Talking to books

Bound within
you keep your worlds,
riddle-inked
and layered paper-thin,
guarded by
librarian loyalty
until your words
are ferociously freed
in prose of verse:
the nightshade burning veins
or blossom-scent in spring.

With your magic you can
tumble towers,
wage wars
or bring butterflies to ash.
You are passion,
lies and facts
both perpetrator and messenger,
the victim’s friendless voice,
the ruler’s rules.
but you are bound bound
until I’m dared
to read!

This is an apostrophe written for Amaya at dVerse. The aged librarian talking to his books.

December 5, 2019

21 responses to “Talking to books

  1. I always feel as if I know your librarian, Björn! Perhaps I’ve met him and didn’t realise. He reminds me of Sourdust, the librarian in Mervyn Peake’s Gormenghast. A wonderful apostrophe, with imagery that will be hard to forget, such as ‘riddle-inked’ and ‘the nightshade burning veins / or blossom-scent in spring’. I love that the books have magic to:
    ‘tumble towers,
    wage wars
    or bring butterflies to ash.’

  2. “Bound within
    you keep your worlds,
    riddle-inked
    and layered paper-thin,”
    I simply adore the microscope you used to work your magic. I also love the dual use of bound.
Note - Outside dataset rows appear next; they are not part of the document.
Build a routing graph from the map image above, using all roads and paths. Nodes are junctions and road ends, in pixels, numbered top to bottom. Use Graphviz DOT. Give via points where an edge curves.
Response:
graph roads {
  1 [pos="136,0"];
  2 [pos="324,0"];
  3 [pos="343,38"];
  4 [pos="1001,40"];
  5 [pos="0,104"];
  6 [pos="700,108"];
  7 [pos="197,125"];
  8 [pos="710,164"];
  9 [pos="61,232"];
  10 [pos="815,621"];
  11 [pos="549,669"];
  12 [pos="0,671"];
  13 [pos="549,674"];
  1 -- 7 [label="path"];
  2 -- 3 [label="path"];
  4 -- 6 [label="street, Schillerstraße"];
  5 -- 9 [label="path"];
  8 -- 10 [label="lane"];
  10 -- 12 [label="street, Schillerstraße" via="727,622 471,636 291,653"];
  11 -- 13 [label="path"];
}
  3. A very clever use of the prompt, and very effective. Your word-smithing is off the chart, as noted. Another visit to the aged librarian is always a literary an\d emotional treat.

  4. This is just so clever! I love how you touched on the manifold applications and faces that a book has, and then that the entirety of a collection then has. This was especially potent,
    “ the victim’s friendless voice,
    the ruler’s rules.”
    And I suppose there is no way to do the second part of the challenge, as the books plainly speak for themselves, addressing us, forevermore!
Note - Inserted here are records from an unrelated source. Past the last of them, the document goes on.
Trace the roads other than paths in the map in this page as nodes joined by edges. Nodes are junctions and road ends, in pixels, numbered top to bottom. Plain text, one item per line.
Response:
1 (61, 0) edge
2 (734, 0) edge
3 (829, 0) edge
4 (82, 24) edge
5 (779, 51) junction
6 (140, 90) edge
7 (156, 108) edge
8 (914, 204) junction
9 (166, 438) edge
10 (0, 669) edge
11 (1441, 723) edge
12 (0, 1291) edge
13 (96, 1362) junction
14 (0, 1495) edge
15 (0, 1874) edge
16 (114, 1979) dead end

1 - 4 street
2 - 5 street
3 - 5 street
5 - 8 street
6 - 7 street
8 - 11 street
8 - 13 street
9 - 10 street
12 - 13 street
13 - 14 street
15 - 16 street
  5. I am deeply taken by your poem, Björn. You blind us almost with your
    vivid imagery which doesn’t falter at any stage.
    You put us there, with the librarian and all the books. Feeling the strength and also entertainment they contain. The danger and the positive.

    Miriam

  6. What the academics call it — intertextuality — books talking to books, of which we are the somewhat free agents. The “bound bound” in the penultimate line is puzzling — double-bound, as in locked on shelves until the reader freely lifts them?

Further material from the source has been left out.